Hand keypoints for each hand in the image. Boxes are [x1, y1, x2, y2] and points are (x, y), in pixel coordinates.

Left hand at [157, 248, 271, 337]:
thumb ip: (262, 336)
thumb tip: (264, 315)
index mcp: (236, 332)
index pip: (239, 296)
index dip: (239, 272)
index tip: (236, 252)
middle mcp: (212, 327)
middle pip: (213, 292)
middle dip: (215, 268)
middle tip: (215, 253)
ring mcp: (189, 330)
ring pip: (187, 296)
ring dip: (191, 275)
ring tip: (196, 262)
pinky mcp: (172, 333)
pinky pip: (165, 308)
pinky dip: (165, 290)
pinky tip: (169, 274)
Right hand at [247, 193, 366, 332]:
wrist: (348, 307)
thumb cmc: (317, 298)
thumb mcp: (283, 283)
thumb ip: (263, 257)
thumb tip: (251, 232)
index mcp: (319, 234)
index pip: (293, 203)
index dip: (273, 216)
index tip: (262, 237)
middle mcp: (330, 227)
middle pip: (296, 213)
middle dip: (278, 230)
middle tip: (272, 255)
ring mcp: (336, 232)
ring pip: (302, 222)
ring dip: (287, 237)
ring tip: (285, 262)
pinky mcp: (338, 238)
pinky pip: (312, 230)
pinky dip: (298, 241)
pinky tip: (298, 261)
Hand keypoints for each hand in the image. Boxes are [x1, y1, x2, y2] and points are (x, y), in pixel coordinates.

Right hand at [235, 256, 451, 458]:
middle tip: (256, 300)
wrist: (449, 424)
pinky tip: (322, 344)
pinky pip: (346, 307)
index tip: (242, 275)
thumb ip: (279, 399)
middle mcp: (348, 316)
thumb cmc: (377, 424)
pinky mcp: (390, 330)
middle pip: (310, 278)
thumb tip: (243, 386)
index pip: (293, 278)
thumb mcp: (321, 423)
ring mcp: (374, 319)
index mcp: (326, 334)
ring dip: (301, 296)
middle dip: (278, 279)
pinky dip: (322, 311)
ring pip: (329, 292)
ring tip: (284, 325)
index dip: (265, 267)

■ **WORK INSTRUCTIONS**: In full and unchanged, repeat the data above.

■ **OUTPUT BELOW**:
Hand keypoints for each hand in the image. Boxes are [x1, y1, x2, y2] and points are (x, y), in pixel coordinates.

Left hand at [157, 248, 271, 337]:
thumb ip: (262, 336)
thumb tip: (264, 315)
index mcp: (236, 332)
index pip: (239, 296)
index dip: (239, 272)
index tip: (236, 252)
middle mcp: (212, 327)
middle pip: (213, 292)
middle dip: (215, 268)
middle tip: (215, 253)
ring mcp: (189, 330)
ring pip: (187, 296)
ring dip: (191, 275)
ring tip: (196, 262)
pinky mcp: (172, 333)
pinky pip: (165, 308)
pinky dip: (165, 290)
pinky tip: (169, 274)
Right hand at [247, 193, 366, 332]:
wrist: (348, 307)
thumb cmc: (317, 298)
thumb mcp: (283, 283)
thumb ip: (263, 257)
thumb tip: (251, 232)
index mcp: (319, 234)
index pip: (293, 203)
index dip: (273, 216)
index tip: (262, 237)
middle mcp: (330, 227)
middle pip: (296, 213)
middle dip: (278, 230)
middle tip: (272, 255)
ring mcp: (336, 232)
ring pip: (302, 222)
ring dip: (287, 237)
ring tip: (285, 262)
pinky mcp: (338, 238)
pinky pip: (312, 230)
pinky dip: (298, 241)
pinky tip: (298, 261)
Hand keypoints for each hand in the image. Boxes are [x1, y1, x2, y2] and points are (x, y), in pixel coordinates.

Right hand at [235, 256, 451, 458]:
middle tip: (256, 300)
wrist: (449, 424)
pinky tip: (322, 344)
pinky pip: (346, 307)
index tip: (242, 275)
thumb ip: (279, 399)
middle mcp: (348, 316)
thumb cmc: (377, 424)
pinky mcp: (390, 330)
middle pip: (310, 278)
thumb tip: (243, 386)
index pip: (293, 278)
thumb mcp: (321, 423)
ring mcp: (374, 319)
index mcp: (326, 334)
ring dip: (301, 296)
middle dip: (278, 279)
pinky dip: (322, 311)
ring pip: (329, 292)
ring tip: (284, 325)
index dip: (265, 267)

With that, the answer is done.